Problem to solve =
If a line of the records holds the word "document", copy it out.

Records provided =
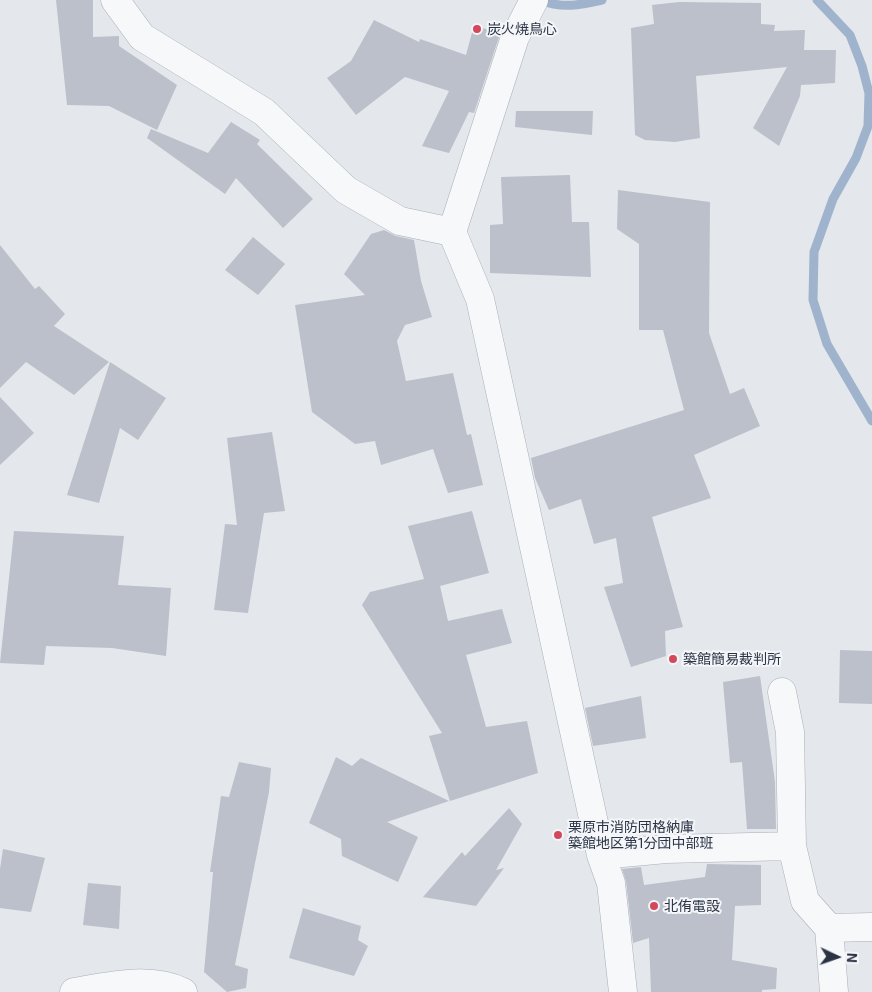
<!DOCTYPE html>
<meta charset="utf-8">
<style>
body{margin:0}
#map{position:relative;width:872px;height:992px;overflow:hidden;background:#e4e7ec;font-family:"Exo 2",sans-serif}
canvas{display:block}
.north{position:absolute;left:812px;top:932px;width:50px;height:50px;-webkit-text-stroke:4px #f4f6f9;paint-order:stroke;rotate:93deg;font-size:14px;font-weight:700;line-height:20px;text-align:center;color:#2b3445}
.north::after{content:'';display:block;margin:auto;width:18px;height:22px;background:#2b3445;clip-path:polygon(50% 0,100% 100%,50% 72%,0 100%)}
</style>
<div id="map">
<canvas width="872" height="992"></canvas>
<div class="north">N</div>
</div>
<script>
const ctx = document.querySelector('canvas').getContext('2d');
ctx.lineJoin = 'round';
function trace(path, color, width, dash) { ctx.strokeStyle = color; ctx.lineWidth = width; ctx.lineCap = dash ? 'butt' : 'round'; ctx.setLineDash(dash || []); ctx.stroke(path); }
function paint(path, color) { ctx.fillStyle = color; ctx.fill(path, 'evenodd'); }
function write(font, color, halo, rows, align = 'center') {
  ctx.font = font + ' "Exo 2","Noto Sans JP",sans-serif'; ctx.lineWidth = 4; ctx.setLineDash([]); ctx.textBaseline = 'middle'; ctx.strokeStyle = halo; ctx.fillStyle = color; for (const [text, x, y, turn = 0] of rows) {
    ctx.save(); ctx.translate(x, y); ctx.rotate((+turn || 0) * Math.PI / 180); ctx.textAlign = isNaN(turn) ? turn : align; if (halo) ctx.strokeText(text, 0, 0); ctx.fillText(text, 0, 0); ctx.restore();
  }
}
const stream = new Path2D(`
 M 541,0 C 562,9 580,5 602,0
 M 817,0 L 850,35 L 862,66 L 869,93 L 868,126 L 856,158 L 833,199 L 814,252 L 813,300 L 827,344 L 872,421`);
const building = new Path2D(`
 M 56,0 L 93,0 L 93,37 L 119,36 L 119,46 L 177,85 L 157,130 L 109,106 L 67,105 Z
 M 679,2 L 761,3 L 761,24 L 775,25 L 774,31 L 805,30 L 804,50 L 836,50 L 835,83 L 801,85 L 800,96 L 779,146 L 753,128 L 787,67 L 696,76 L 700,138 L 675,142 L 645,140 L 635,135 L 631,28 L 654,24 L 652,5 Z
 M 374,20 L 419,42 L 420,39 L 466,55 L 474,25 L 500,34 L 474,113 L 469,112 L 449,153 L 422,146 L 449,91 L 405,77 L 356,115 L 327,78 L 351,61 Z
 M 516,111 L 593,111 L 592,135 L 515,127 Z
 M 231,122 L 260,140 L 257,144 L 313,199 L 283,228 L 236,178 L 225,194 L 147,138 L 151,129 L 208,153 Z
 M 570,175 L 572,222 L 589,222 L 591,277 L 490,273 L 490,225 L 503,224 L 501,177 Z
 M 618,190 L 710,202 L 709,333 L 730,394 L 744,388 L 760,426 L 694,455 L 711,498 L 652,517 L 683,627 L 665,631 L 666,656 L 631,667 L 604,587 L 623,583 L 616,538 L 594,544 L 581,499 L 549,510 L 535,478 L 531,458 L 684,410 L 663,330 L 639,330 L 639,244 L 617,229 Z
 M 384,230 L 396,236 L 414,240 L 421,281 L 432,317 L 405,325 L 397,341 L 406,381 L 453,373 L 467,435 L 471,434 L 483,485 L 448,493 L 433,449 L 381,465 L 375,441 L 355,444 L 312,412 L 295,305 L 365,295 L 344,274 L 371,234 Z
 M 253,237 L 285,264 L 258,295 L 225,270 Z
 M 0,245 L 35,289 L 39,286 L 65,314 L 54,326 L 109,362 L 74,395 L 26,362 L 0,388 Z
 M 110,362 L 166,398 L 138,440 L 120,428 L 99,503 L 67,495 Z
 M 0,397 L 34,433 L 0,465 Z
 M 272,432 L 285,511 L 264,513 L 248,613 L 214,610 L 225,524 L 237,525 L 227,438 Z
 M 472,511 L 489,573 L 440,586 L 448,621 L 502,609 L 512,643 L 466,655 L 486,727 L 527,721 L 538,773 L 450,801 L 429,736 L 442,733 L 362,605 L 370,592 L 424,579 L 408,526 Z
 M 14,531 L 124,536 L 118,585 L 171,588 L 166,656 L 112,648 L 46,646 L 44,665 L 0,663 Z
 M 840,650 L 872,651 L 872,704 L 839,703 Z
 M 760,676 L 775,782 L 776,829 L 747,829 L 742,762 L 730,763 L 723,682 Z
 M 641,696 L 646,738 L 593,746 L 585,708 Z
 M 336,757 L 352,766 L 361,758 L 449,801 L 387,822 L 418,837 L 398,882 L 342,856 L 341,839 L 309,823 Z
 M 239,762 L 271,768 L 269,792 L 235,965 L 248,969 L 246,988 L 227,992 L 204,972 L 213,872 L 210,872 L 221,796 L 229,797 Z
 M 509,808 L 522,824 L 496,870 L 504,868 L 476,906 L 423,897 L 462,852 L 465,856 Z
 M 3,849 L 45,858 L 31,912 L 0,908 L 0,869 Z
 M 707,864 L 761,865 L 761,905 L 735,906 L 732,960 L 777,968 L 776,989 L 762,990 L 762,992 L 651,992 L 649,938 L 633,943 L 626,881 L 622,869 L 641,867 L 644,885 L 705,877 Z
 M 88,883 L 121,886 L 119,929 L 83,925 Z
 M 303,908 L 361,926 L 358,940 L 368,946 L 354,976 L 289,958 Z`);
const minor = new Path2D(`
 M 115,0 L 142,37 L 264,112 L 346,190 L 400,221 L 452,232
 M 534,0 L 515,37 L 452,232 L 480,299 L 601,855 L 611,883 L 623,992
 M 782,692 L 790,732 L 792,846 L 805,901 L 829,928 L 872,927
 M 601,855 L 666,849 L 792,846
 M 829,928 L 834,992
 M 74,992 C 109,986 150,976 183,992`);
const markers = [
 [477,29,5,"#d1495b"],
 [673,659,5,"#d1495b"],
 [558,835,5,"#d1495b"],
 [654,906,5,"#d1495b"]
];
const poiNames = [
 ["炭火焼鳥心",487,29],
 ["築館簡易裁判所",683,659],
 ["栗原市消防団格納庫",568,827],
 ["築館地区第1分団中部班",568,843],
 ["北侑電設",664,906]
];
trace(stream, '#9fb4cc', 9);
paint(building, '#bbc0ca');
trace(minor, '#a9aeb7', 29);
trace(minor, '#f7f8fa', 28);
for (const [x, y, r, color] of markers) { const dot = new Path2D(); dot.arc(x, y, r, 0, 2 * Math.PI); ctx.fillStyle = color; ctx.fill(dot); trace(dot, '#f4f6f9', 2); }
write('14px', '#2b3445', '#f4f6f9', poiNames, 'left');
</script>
---
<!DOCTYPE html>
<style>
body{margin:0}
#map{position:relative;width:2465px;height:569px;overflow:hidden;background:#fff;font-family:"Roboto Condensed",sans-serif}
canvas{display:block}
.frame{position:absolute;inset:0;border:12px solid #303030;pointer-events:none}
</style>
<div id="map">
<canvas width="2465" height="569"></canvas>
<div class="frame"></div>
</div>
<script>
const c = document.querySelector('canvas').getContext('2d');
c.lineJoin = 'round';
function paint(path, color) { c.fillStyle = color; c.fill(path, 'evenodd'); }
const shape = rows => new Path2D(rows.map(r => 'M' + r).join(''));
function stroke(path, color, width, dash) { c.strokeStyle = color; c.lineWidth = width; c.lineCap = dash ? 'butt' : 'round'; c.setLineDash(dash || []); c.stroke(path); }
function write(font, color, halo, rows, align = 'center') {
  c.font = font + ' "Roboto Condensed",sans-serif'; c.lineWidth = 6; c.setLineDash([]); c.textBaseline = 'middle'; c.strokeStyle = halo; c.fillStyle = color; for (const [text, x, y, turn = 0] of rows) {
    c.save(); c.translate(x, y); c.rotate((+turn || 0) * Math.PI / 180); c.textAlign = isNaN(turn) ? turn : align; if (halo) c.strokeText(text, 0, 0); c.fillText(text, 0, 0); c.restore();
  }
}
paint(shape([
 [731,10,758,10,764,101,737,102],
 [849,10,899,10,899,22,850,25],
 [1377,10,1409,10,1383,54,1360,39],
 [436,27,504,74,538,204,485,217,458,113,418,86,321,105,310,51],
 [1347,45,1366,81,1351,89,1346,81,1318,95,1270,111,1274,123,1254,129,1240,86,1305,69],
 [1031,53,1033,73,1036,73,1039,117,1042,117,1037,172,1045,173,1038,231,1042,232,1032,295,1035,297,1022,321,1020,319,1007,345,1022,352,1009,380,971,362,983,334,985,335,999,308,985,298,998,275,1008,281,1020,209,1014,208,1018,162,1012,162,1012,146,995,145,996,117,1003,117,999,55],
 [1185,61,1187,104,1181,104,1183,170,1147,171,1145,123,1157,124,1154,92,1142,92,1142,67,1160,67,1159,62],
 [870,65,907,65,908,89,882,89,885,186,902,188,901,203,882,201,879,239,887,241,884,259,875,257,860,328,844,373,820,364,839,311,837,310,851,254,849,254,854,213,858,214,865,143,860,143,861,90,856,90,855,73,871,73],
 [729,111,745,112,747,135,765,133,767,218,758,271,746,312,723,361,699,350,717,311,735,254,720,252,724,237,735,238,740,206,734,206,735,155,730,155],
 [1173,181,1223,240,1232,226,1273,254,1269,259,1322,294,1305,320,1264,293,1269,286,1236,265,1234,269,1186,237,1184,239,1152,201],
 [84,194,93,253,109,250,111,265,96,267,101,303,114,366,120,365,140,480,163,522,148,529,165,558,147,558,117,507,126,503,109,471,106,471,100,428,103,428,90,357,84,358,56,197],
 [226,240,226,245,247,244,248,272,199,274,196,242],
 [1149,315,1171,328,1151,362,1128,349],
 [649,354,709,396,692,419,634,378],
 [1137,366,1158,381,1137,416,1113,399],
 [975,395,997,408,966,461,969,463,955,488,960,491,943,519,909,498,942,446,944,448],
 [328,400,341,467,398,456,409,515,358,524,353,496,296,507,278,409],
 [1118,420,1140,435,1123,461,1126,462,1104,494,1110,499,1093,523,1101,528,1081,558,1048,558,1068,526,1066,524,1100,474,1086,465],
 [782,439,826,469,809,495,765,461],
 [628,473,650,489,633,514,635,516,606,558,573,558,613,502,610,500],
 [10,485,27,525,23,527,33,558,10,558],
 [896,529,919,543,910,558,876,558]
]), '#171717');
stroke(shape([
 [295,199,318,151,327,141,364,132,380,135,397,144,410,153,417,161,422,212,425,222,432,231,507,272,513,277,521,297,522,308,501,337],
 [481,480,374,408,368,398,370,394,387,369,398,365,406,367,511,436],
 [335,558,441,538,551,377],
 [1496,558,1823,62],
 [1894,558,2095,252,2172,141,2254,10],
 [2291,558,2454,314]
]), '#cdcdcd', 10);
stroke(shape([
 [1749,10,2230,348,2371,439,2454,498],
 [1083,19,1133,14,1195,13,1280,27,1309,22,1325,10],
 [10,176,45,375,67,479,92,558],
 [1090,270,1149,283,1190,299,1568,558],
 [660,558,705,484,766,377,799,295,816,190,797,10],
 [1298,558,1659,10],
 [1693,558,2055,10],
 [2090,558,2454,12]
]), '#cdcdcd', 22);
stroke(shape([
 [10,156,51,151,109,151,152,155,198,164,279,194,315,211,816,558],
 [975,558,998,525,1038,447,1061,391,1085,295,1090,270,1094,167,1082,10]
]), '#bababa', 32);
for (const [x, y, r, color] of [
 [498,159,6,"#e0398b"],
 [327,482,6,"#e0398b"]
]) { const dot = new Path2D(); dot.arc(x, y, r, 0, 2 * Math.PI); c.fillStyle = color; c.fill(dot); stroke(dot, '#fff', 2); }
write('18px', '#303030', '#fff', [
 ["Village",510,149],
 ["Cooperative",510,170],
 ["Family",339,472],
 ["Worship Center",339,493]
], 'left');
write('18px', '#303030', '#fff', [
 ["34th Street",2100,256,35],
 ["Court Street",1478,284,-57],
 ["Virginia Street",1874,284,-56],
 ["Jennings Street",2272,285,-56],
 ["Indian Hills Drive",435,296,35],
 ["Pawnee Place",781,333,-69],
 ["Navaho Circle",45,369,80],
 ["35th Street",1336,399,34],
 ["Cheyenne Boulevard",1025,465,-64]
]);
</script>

Finished exercise =
const ctx = document.querySelector('canvas').getContext('2d');
const c = document.querySelector('canvas').getContext('2d');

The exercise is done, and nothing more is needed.